▶ _WORK ORDER_
In the material below, find each line with the word "other" and list it.

▶ _DATA FOR THE TASK_
[Start of section]
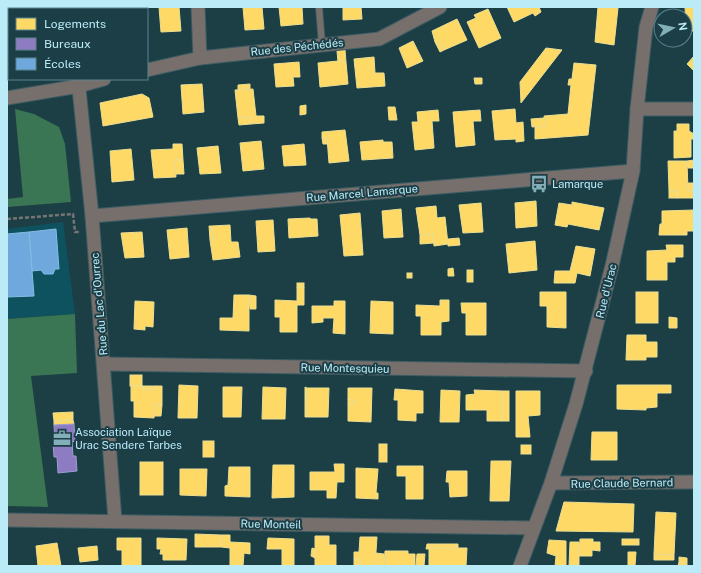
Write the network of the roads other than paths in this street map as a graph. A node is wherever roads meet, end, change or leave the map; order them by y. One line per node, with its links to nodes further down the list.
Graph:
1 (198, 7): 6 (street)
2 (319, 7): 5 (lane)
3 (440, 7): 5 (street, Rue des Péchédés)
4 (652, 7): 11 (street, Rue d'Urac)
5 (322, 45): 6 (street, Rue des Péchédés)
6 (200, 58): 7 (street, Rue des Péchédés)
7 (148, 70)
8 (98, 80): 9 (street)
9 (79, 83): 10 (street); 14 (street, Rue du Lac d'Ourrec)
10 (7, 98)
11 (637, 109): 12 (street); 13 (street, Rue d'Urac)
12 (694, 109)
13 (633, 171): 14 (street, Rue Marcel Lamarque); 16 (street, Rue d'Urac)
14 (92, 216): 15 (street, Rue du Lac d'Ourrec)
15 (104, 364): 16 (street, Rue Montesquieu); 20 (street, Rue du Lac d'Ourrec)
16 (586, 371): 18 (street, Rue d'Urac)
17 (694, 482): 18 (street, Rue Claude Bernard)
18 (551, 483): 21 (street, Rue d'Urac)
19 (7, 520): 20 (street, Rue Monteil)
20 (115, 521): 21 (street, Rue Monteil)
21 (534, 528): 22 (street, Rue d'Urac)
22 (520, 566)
[End of section]
[Start of section]
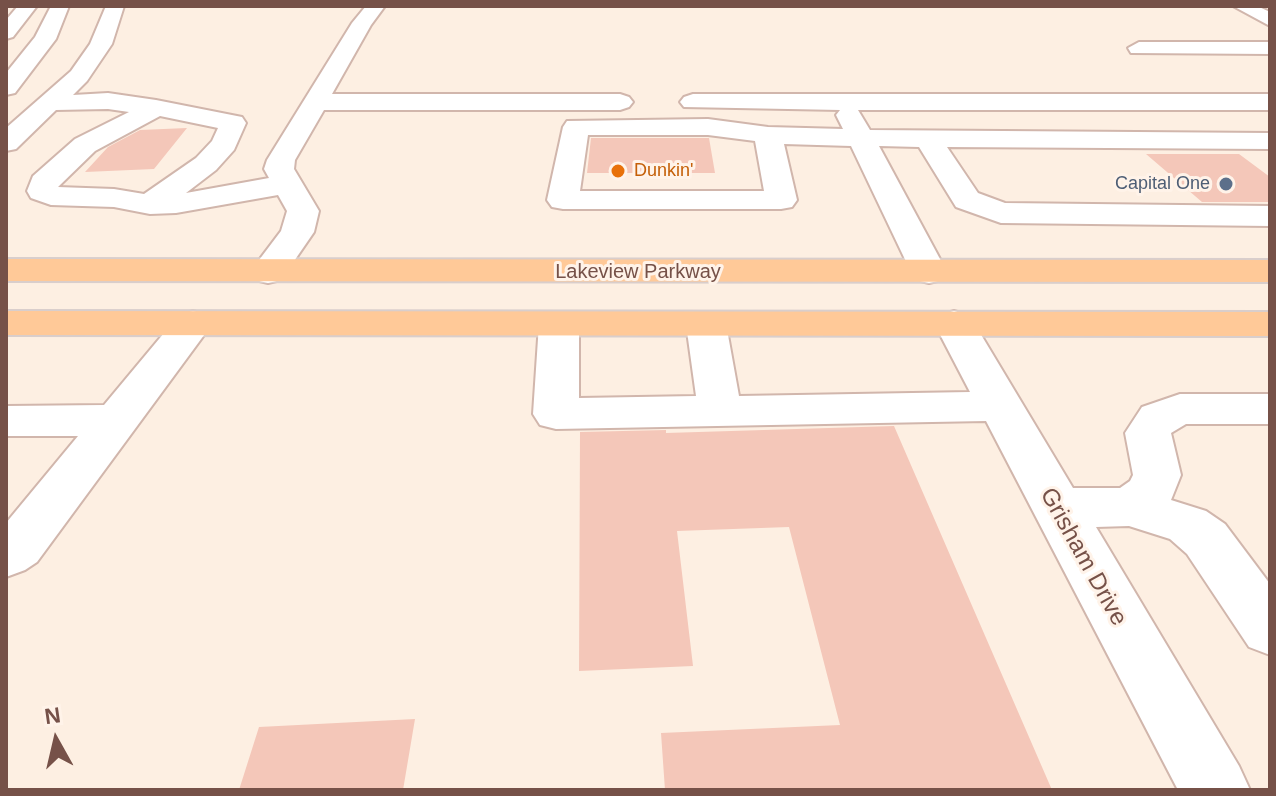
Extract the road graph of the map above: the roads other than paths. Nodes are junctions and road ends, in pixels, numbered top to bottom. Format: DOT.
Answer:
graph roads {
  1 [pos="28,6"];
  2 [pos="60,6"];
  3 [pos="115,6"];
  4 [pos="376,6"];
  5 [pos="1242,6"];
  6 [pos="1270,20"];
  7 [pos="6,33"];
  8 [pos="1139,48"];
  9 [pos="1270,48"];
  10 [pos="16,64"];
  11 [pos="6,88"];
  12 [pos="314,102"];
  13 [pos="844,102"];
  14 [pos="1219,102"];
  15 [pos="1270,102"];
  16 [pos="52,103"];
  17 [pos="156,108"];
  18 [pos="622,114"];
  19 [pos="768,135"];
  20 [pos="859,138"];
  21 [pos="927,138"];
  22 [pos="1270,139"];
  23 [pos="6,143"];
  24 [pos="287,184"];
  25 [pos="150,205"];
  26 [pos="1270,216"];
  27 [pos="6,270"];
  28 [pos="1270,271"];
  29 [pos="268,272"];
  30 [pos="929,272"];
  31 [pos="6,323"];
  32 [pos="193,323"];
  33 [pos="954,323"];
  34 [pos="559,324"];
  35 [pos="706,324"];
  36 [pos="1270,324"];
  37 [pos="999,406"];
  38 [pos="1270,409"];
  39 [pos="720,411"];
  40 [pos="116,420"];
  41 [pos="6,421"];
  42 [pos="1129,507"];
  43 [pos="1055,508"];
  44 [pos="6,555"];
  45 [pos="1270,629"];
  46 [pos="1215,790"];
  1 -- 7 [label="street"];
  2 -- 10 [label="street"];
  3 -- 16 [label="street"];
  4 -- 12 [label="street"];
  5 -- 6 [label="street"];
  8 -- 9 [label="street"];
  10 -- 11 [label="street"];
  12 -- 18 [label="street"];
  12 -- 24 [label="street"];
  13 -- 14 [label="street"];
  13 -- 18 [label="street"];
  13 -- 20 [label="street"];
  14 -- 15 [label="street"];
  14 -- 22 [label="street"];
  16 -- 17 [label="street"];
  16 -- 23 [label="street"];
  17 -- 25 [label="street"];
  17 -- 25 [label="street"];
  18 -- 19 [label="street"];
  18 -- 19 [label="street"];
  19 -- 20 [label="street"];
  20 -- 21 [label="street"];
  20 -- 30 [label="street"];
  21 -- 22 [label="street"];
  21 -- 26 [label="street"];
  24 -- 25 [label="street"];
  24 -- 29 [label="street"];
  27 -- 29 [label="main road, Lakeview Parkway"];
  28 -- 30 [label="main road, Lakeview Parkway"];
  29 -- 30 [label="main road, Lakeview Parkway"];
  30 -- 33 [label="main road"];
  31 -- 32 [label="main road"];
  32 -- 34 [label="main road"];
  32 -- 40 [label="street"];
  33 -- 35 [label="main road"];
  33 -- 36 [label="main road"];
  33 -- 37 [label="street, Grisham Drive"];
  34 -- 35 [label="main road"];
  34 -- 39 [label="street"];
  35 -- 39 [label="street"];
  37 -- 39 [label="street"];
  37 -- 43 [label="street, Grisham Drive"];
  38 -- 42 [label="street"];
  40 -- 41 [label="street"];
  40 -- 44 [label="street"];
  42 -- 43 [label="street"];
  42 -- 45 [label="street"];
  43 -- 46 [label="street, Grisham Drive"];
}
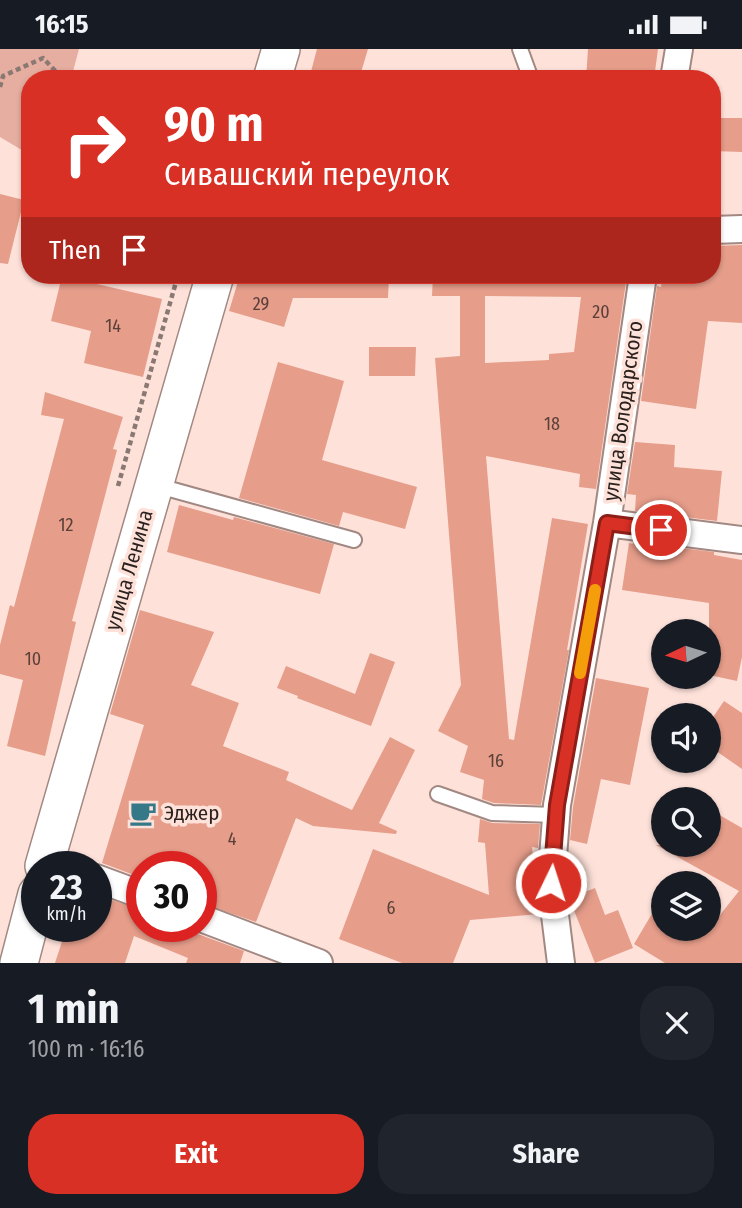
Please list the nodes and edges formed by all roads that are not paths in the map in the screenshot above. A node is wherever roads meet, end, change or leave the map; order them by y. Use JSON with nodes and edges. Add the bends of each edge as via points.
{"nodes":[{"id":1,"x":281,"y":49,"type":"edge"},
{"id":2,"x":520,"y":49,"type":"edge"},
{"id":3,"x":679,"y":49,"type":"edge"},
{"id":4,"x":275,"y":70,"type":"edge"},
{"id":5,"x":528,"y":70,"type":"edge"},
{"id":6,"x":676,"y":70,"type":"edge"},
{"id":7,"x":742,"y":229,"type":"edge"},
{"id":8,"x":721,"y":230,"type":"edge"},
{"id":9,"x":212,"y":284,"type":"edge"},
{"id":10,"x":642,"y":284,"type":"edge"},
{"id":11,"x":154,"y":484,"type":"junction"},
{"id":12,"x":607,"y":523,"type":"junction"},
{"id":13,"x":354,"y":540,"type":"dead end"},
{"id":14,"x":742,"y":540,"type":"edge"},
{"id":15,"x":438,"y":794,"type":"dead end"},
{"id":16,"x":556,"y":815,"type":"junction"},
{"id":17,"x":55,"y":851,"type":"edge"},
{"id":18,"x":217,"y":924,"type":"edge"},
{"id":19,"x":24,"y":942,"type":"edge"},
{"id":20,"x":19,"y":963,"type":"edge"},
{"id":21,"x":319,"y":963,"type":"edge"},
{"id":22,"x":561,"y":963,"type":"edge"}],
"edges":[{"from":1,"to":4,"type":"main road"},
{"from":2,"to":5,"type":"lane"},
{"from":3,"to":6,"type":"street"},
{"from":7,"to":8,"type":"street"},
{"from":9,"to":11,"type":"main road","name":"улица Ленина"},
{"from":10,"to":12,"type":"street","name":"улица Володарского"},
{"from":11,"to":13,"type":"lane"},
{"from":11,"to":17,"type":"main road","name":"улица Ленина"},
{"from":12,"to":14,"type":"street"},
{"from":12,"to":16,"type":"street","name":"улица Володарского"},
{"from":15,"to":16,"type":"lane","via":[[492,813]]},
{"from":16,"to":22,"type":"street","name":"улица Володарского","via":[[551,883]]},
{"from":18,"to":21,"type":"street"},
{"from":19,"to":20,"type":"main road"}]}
[End of section]
▶ _TASK OUTPUT_
Write the network of the roads other than paths in this street map as a graph. A node is wherever roads meet, end, change or leave the map; order them by y. One line per node, with its links to nodes further down the list.
Extract the road graph of the map above: the roads other than paths. Nodes are junctions and road ends, in pixels, numbered top to bottom. Format: DOT.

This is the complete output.